======== DATA LISTING ========
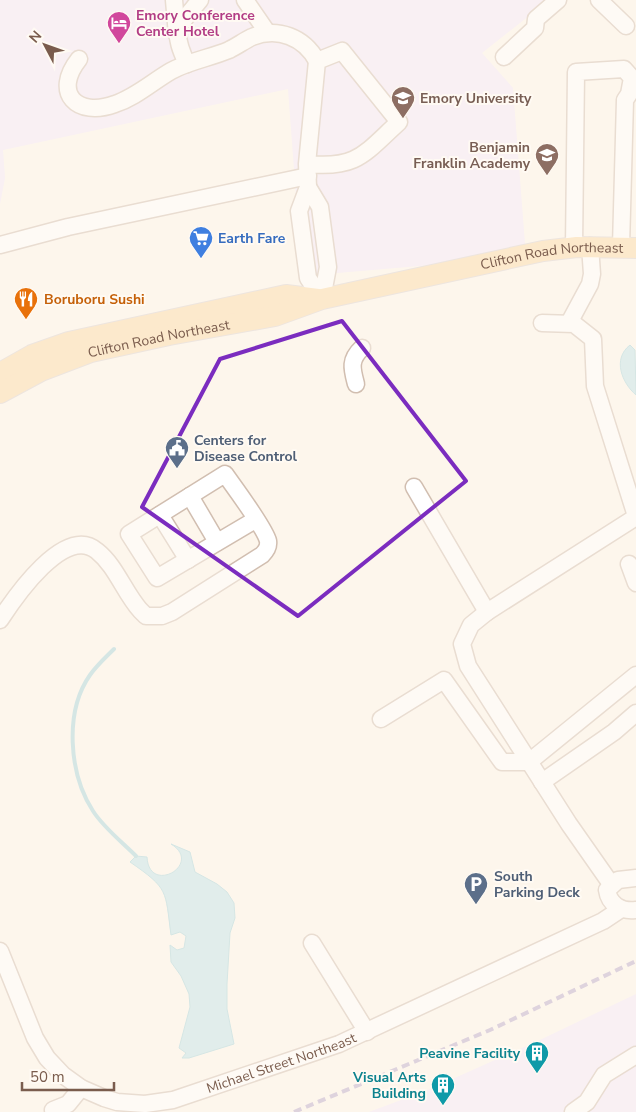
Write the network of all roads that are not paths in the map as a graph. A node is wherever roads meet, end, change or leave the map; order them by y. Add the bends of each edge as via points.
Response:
1 (174, 0) edge
2 (200, 0) edge
3 (245, 0) edge
4 (558, 0) edge
5 (599, 0) edge
6 (626, 26) dead end
7 (267, 32) junction
8 (177, 38) junction
9 (504, 58) dead end
10 (79, 59) dead end
11 (317, 61) junction
12 (187, 64) junction
13 (308, 176) junction
14 (0, 245) edge
15 (582, 247) junction
16 (628, 247) edge
17 (322, 299) junction
18 (542, 323) dead end
19 (569, 323) junction
20 (362, 348) dead end
21 (0, 370) edge
22 (356, 384) dead end
23 (0, 393) edge
24 (414, 487) dead end
25 (190, 496) junction
26 (160, 515) junction
27 (636, 517) edge
28 (255, 520) junction
29 (218, 542) junction
30 (188, 560) junction
31 (629, 564) dead end
32 (636, 583) edge
33 (487, 612) junction
34 (0, 620) edge
35 (636, 675) edge
36 (636, 712) edge
37 (381, 719) dead end
38 (529, 762) junction
39 (542, 782) junction
40 (635, 877) edge
41 (612, 884) junction
42 (628, 909) edge
43 (312, 943) dead end
44 (0, 951) edge
45 (367, 1032) junction
46 (636, 1055) edge
47 (81, 1088) junction
48 (53, 1110) dead end
49 (573, 1112) edge

1 - 8 street
2 - 8 street via 181,23
3 - 7 street
4 - 9 street via 536,19 536,28
5 - 6 street
7 - 11 street via 299,40
7 - 12 street
8 - 12 street
10 - 12 street via 67,77 66,87 71,98 81,107 95,108 114,105 133,96
11 - 13 street
11 - 13 street via 342,51 399,122 350,162 330,166
13 - 14 street via 68,227
13 - 17 street via 299,211 308,278
15 - 16 main road, Clifton Road Northeast
15 - 16 street via 576,72 624,69 632,78 625,100
15 - 17 main road, Clifton Road Northeast via 525,255
15 - 19 street via 592,274
17 - 21 main road, Clifton Road Northeast via 286,295 101,334 68,342
17 - 23 main road, Clifton Road Northeast via 275,316 91,352 41,371
18 - 19 street
19 - 27 street via 580,327 593,339 596,386
20 - 22 street via 351,366
24 - 33 street
25 - 26 street
25 - 28 street via 225,474
25 - 29 street
26 - 30 street
26 - 30 street via 129,534 157,578
27 - 33 street
28 - 29 street
28 - 34 street via 268,542 262,555 172,612 146,616 98,551 88,545 66,547 31,579
29 - 30 street
31 - 32 street
33 - 38 street via 471,625 462,644 468,666
35 - 38 street
36 - 39 street via 614,732
37 - 38 street via 444,680 502,762
38 - 39 street
39 - 41 street via 569,824 599,854
40 - 41 street
41 - 42 street via 607,890 608,898
42 - 45 street, Michael Street Northeast
43 - 45 street
44 - 47 street, Michael Street Northeast via 40,1048 63,1075
45 - 47 street, Michael Street Northeast via 277,1066 157,1104 117,1102
46 - 49 street via 604,1075 587,1102
47 - 48 street via 68,1104

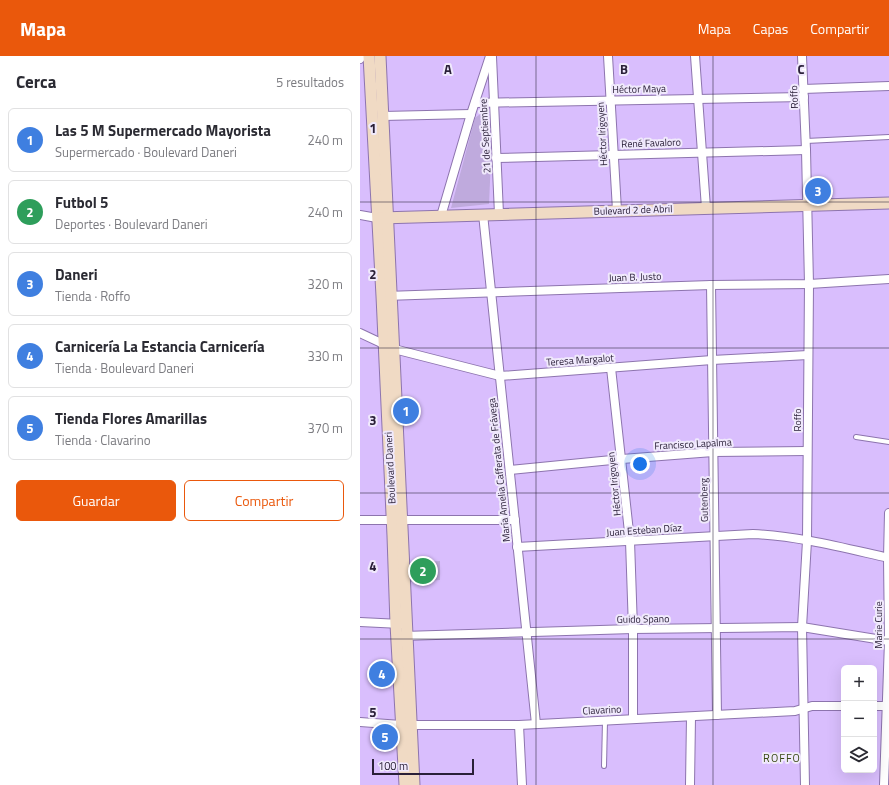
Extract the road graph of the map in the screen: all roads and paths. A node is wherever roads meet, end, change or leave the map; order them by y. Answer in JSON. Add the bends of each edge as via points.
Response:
{"nodes":[{"id":1,"x":362,"y":56,"type":"edge"},
{"id":2,"x":369,"y":56,"type":"edge"},
{"id":3,"x":380,"y":56,"type":"edge"},
{"id":4,"x":491,"y":56,"type":"edge"},
{"id":5,"x":608,"y":56,"type":"edge"},
{"id":6,"x":695,"y":56,"type":"edge"},
{"id":7,"x":802,"y":56,"type":"edge"},
{"id":8,"x":360,"y":59,"type":"edge"},
{"id":9,"x":889,"y":86,"type":"edge"},
{"id":10,"x":803,"y":93,"type":"junction"},
{"id":11,"x":698,"y":98,"type":"junction"},
{"id":12,"x":610,"y":100,"type":"junction"},
{"id":13,"x":493,"y":102,"type":"junction"},
{"id":14,"x":475,"y":103,"type":"junction"},
{"id":15,"x":471,"y":114,"type":"junction"},
{"id":16,"x":383,"y":116,"type":"junction"},
{"id":17,"x":889,"y":137,"type":"edge"},
{"id":18,"x":805,"y":141,"type":"junction"},
{"id":19,"x":806,"y":150,"type":"junction"},
{"id":20,"x":702,"y":152,"type":"junction"},
{"id":21,"x":613,"y":154,"type":"junction"},
{"id":22,"x":496,"y":158,"type":"junction"},
{"id":23,"x":380,"y":165,"type":"junction"},
{"id":24,"x":889,"y":203,"type":"edge"},
{"id":25,"x":807,"y":204,"type":"junction"},
{"id":26,"x":706,"y":208,"type":"junction"},
{"id":27,"x":616,"y":210,"type":"junction"},
{"id":28,"x":483,"y":214,"type":"junction"},
{"id":29,"x":499,"y":214,"type":"junction"},
{"id":30,"x":360,"y":215,"type":"edge"},
{"id":31,"x":441,"y":216,"type":"junction"},
{"id":32,"x":382,"y":218,"type":"junction"},
{"id":33,"x":889,"y":279,"type":"edge"},
{"id":34,"x":808,"y":284,"type":"junction"},
{"id":35,"x":711,"y":285,"type":"junction"},
{"id":36,"x":491,"y":292,"type":"junction"},
{"id":37,"x":387,"y":296,"type":"junction"},
{"id":38,"x":360,"y":333,"type":"edge"},
{"id":39,"x":389,"y":346,"type":"junction"},
{"id":40,"x":808,"y":355,"type":"junction"},
{"id":41,"x":712,"y":360,"type":"junction"},
{"id":42,"x":611,"y":368,"type":"junction"},
{"id":43,"x":500,"y":376,"type":"junction"},
{"id":44,"x":856,"y":437,"type":"dead end"},
{"id":45,"x":889,"y":442,"type":"edge"},
{"id":46,"x":807,"y":451,"type":"junction"},
{"id":47,"x":713,"y":452,"type":"junction"},
{"id":48,"x":622,"y":459,"type":"junction"},
{"id":49,"x":510,"y":470,"type":"junction"},
{"id":50,"x":889,"y":513,"type":"edge"},
{"id":51,"x":360,"y":520,"type":"edge"},
{"id":52,"x":397,"y":520,"type":"junction"},
{"id":53,"x":515,"y":520,"type":"junction"},
{"id":54,"x":714,"y":535,"type":"junction"},
{"id":55,"x":630,"y":541,"type":"junction"},
{"id":56,"x":806,"y":541,"type":"junction"},
{"id":57,"x":518,"y":547,"type":"junction"},
{"id":58,"x":888,"y":558,"type":"edge"},
{"id":59,"x":360,"y":622,"type":"edge"},
{"id":60,"x":401,"y":624,"type":"junction"},
{"id":61,"x":716,"y":628,"type":"junction"},
{"id":62,"x":802,"y":628,"type":"junction"},
{"id":63,"x":633,"y":629,"type":"junction"},
{"id":64,"x":526,"y":633,"type":"junction"},
{"id":65,"x":401,"y":636,"type":"junction"},
{"id":66,"x":889,"y":642,"type":"edge"},
{"id":67,"x":841,"y":706,"type":"edge"},
{"id":68,"x":877,"y":706,"type":"edge"},
{"id":69,"x":888,"y":706,"type":"edge"},
{"id":70,"x":803,"y":709,"type":"junction"},
{"id":71,"x":717,"y":715,"type":"junction"},
{"id":72,"x":691,"y":717,"type":"junction"},
{"id":73,"x":633,"y":719,"type":"junction"},
{"id":74,"x":605,"y":720,"type":"junction"},
{"id":75,"x":360,"y":722,"type":"edge"},
{"id":76,"x":519,"y":724,"type":"junction"},
{"id":77,"x":536,"y":724,"type":"junction"},
{"id":78,"x":406,"y":725,"type":"junction"},
{"id":79,"x":604,"y":766,"type":"dead end"},
{"id":80,"x":405,"y":785,"type":"edge"},
{"id":81,"x":414,"y":785,"type":"edge"},
{"id":82,"x":522,"y":785,"type":"edge"},
{"id":83,"x":690,"y":785,"type":"edge"},
{"id":84,"x":804,"y":785,"type":"edge"},
{"id":85,"x":884,"y":785,"type":"edge"}],
"edges":[{"from":1,"to":8,"type":"street"},
{"from":2,"to":23,"type":"main road","name":"Boulevard Daneri"},
{"from":3,"to":16,"type":"main road","name":"Boulevard Daneri"},
{"from":4,"to":13,"type":"street","name":"21 de Septiembre"},
{"from":4,"to":14,"type":"street"},
{"from":5,"to":12,"type":"street","name":"Héctor Irigoyen"},
{"from":6,"to":11,"type":"street"},
{"from":7,"to":10,"type":"street","name":"Roffo"},
{"from":9,"to":10,"type":"street","name":"Héctor Maya"},
{"from":10,"to":11,"type":"street","name":"Héctor Maya"},
{"from":10,"to":18,"type":"street","name":"Roffo"},
{"from":11,"to":12,"type":"street","name":"Héctor Maya"},
{"from":11,"to":20,"type":"street"},
{"from":12,"to":13,"type":"street","name":"Héctor Maya"},
{"from":12,"to":21,"type":"street","name":"Héctor Irigoyen"},
{"from":13,"to":14,"type":"street","name":"Héctor Maya"},
{"from":13,"to":22,"type":"street","name":"21 de Septiembre"},
{"from":14,"to":15,"type":"street"},
{"from":15,"to":16,"type":"street"},
{"from":15,"to":31,"type":"street"},
{"from":16,"to":23,"type":"main road","name":"Boulevard Daneri"},
{"from":17,"to":18,"type":"lane"},
{"from":18,"to":19,"type":"street","name":"Roffo"},
{"from":19,"to":20,"type":"street","name":"René Favaloro"},
{"from":19,"to":25,"type":"street","name":"Roffo"},
{"from":20,"to":21,"type":"street","name":"René Favaloro"},
{"from":20,"to":26,"type":"street"},
{"from":21,"to":22,"type":"street","name":"René Favaloro"},
{"from":21,"to":27,"type":"street","name":"Héctor Irigoyen"},
{"from":22,"to":29,"type":"street","name":"21 de Septiembre"},
{"from":23,"to":32,"type":"main road","name":"Boulevard Daneri"},
{"from":24,"to":25,"type":"main road","name":"Bulevard 2 de Abril"},
{"from":25,"to":26,"type":"main road","name":"Bulevard 2 de Abril"},
{"from":25,"to":34,"type":"street","name":"Roffo"},
{"from":26,"to":27,"type":"main road","name":"Bulevard 2 de Abril"},
{"from":27,"to":29,"type":"main road","name":"Bulevard 2 de Abril"},
{"from":28,"to":29,"type":"main road","name":"Bulevard 2 de Abril"},
{"from":28,"to":31,"type":"main road","name":"Bulevard 2 de Abril"},
{"from":28,"to":36,"type":"street","name":"María Amelia Cafferata de Frávega"},
{"from":30,"to":32,"type":"street"},
{"from":31,"to":32,"type":"main road","name":"Bulevard 2 de Abril"},
{"from":32,"to":37,"type":"main road","name":"Boulevard Daneri"},
{"from":33,"to":34,"type":"street","name":"Juan B. Justo"},
{"from":34,"to":35,"type":"street","name":"Juan B. Justo"},
{"from":34,"to":40,"type":"street","name":"Roffo"},
{"from":35,"to":36,"type":"street","name":"Juan B. Justo"},
{"from":35,"to":41,"type":"street","name":"Gutenberg"},
{"from":36,"to":37,"type":"street","name":"Juan B. Justo"},
{"from":36,"to":43,"type":"street","name":"María Amelia Cafferata de Frávega"},
{"from":37,"to":39,"type":"main road","name":"Boulevard Daneri"},
{"from":38,"to":39,"type":"street","name":"Teresa Margalot"},
{"from":39,"to":43,"type":"street","name":"Teresa Margalot"},
{"from":39,"to":52,"type":"main road","name":"Boulevard Daneri"},
{"from":40,"to":41,"type":"street","name":"Teresa Margalot"},
{"from":40,"to":46,"type":"street","name":"Roffo"},
{"from":41,"to":42,"type":"street","name":"Teresa Margalot"},
{"from":41,"to":47,"type":"street","name":"Gutenberg"},
{"from":42,"to":43,"type":"street","name":"Teresa Margalot"},
{"from":42,"to":48,"type":"street","name":"Héctor Irigoyen"},
{"from":43,"to":49,"type":"street","name":"María Amelia Cafferata de Frávega"},
{"from":44,"to":45,"type":"lane"},
{"from":46,"to":47,"type":"street","name":"Francisco Lapalma"},
{"from":46,"to":56,"type":"street","name":"Roffo"},
{"from":47,"to":48,"type":"street","name":"Francisco Lapalma"},
{"from":47,"to":54,"type":"street","name":"Gutenberg"},
{"from":48,"to":49,"type":"street","name":"Francisco Lapalma"},
{"from":48,"to":55,"type":"street","name":"Héctor Irigoyen"},
{"from":49,"to":53,"type":"street","name":"María Amelia Cafferata de Frávega"},
{"from":50,"to":58,"type":"street","name":"Marie Curie"},
{"from":51,"to":52,"type":"street"},
{"from":52,"to":53,"type":"street"},
{"from":52,"to":60,"type":"main road","name":"Boulevard Daneri"},
{"from":53,"to":57,"type":"street","name":"María Amelia Cafferata de Frávega"},
{"from":54,"to":55,"type":"street","name":"Juan Esteban Díaz"},
{"from":54,"to":56,"type":"street","name":"Juan Esteban Díaz","via":[[770,535]]},
{"from":54,"to":61,"type":"street","name":"Gutenberg"},
{"from":55,"to":57,"type":"street","name":"Juan Esteban Díaz"},
{"from":55,"to":63,"type":"street","name":"Héctor Irigoyen"},
{"from":56,"to":58,"type":"street","name":"Juan Esteban Díaz"},
{"from":56,"to":62,"type":"street","name":"Roffo"},
{"from":57,"to":64,"type":"street","name":"María Amelia Cafferata de Frávega"},
{"from":58,"to":66,"type":"street","name":"Marie Curie"},
{"from":59,"to":60,"type":"street"},
{"from":60,"to":65,"type":"main road","name":"Boulevard Daneri"},
{"from":61,"to":62,"type":"street","name":"Guido Spano"},
{"from":61,"to":63,"type":"street","name":"Guido Spano"},
{"from":61,"to":71,"type":"street","name":"Gutenberg"},
{"from":62,"to":66,"type":"street","name":"Guido Spano"},
{"from":62,"to":70,"type":"street","name":"Roffo"},
{"from":63,"to":64,"type":"street","name":"Guido Spano"},
{"from":63,"to":73,"type":"street","name":"Héctor Irigoyen"},
{"from":64,"to":65,"type":"street","name":"Guido Spano"},
{"from":64,"to":77,"type":"street","name":"María Amelia Cafferata de Frávega"},
{"from":65,"to":78,"type":"main road","name":"Boulevard Daneri"},
{"from":66,"to":69,"type":"street","name":"Marie Curie"},
{"from":67,"to":70,"type":"street","name":"Clavarino","via":[[812,706]]},
{"from":68,"to":69,"type":"street"},
{"from":69,"to":85,"type":"street","name":"Marie Curie"},
{"from":70,"to":71,"type":"street","name":"Clavarino"},
{"from":70,"to":84,"type":"street","name":"Roffo"},
{"from":71,"to":72,"type":"street","name":"Clavarino"},
{"from":72,"to":73,"type":"street","name":"Clavarino"},
{"from":72,"to":83,"type":"street"},
{"from":73,"to":74,"type":"street","name":"Clavarino"},
{"from":74,"to":77,"type":"street","name":"Clavarino"},
{"from":74,"to":79,"type":"lane"},
{"from":75,"to":78,"type":"street","name":"Clavarino"},
{"from":76,"to":77,"type":"street","name":"Clavarino"},
{"from":76,"to":78,"type":"street","name":"Clavarino"},
{"from":76,"to":82,"type":"street"},
{"from":78,"to":80,"type":"main road","name":"Boulevard Daneri"},
{"from":78,"to":81,"type":"main road","name":"Boulevard Daneri"}]}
========
Copy each line of the listing that contains the string "René".

ANSWER TO THIS PROBLEM
{"from":19,"to":20,"type":"street","name":"René Favaloro"},
{"from":20,"to":21,"type":"street","name":"René Favaloro"},
{"from":21,"to":22,"type":"street","name":"René Favaloro"},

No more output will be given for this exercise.